==== DATA FOR PROCESSING ====

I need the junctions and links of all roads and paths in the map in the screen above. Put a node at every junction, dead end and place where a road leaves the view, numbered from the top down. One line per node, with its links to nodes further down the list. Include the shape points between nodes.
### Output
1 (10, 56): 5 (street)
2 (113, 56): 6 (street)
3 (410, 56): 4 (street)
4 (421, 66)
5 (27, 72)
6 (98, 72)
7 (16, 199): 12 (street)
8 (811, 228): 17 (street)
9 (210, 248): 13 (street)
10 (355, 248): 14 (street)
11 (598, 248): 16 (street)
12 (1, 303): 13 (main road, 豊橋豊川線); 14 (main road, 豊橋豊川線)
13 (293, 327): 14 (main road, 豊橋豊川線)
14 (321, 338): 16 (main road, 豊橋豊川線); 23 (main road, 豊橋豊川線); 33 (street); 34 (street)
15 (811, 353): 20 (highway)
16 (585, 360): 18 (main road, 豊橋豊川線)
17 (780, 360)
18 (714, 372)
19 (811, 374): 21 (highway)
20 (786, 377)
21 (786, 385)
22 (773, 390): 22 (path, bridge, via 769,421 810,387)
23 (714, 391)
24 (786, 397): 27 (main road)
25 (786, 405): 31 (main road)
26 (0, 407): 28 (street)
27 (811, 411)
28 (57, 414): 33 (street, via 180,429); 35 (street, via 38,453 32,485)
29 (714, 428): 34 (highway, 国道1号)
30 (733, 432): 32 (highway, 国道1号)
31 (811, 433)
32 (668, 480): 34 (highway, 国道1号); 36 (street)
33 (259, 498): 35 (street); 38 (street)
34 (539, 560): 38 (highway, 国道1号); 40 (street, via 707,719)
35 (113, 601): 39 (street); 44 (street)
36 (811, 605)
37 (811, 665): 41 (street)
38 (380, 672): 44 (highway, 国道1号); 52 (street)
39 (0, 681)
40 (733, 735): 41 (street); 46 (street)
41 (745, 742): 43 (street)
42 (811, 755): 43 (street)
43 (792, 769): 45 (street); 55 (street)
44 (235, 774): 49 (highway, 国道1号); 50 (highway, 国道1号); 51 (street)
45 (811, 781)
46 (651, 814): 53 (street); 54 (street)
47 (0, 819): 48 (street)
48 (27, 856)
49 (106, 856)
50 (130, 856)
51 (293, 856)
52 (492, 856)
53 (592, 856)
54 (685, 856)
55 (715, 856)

====

▶ _PROBLEM TO WORK ON_
Repeat each record above precisely as written.

▶ _ANSWER FOR THIS EXERCISE_
I need the junctions and links of all roads and paths in the map in the screen above. Put a node at every junction, dead end and place where a road leaves the view, numbered from the top down. One line per node, with its links to nodes further down the list. Include the shape points between nodes.
### Output
1 (10, 56): 5 (street)
2 (113, 56): 6 (street)
3 (410, 56): 4 (street)
4 (421, 66)
5 (27, 72)
6 (98, 72)
7 (16, 199): 12 (street)
8 (811, 228): 17 (street)
9 (210, 248): 13 (street)
10 (355, 248): 14 (street)
11 (598, 248): 16 (street)
12 (1, 303): 13 (main road, 豊橋豊川線); 14 (main road, 豊橋豊川線)
13 (293, 327): 14 (main road, 豊橋豊川線)
14 (321, 338): 16 (main road, 豊橋豊川線); 23 (main road, 豊橋豊川線); 33 (street); 34 (street)
15 (811, 353): 20 (highway)
16 (585, 360): 18 (main road, 豊橋豊川線)
17 (780, 360)
18 (714, 372)
19 (811, 374): 21 (highway)
20 (786, 377)
21 (786, 385)
22 (773, 390): 22 (path, bridge, via 769,421 810,387)
23 (714, 391)
24 (786, 397): 27 (main road)
25 (786, 405): 31 (main road)
26 (0, 407): 28 (street)
27 (811, 411)
28 (57, 414): 33 (street, via 180,429); 35 (street, via 38,453 32,485)
29 (714, 428): 34 (highway, 国道1号)
30 (733, 432): 32 (highway, 国道1号)
31 (811, 433)
32 (668, 480): 34 (highway, 国道1号); 36 (street)
33 (259, 498): 35 (street); 38 (street)
34 (539, 560): 38 (highway, 国道1号); 40 (street, via 707,719)
35 (113, 601): 39 (street); 44 (street)
36 (811, 605)
37 (811, 665): 41 (street)
38 (380, 672): 44 (highway, 国道1号); 52 (street)
39 (0, 681)
40 (733, 735): 41 (street); 46 (street)
41 (745, 742): 43 (street)
42 (811, 755): 43 (street)
43 (792, 769): 45 (street); 55 (street)
44 (235, 774): 49 (highway, 国道1号); 50 (highway, 国道1号); 51 (street)
45 (811, 781)
46 (651, 814): 53 (street); 54 (street)
47 (0, 819): 48 (street)
48 (27, 856)
49 (106, 856)
50 (130, 856)
51 (293, 856)
52 (492, 856)
53 (592, 856)
54 (685, 856)
55 (715, 856)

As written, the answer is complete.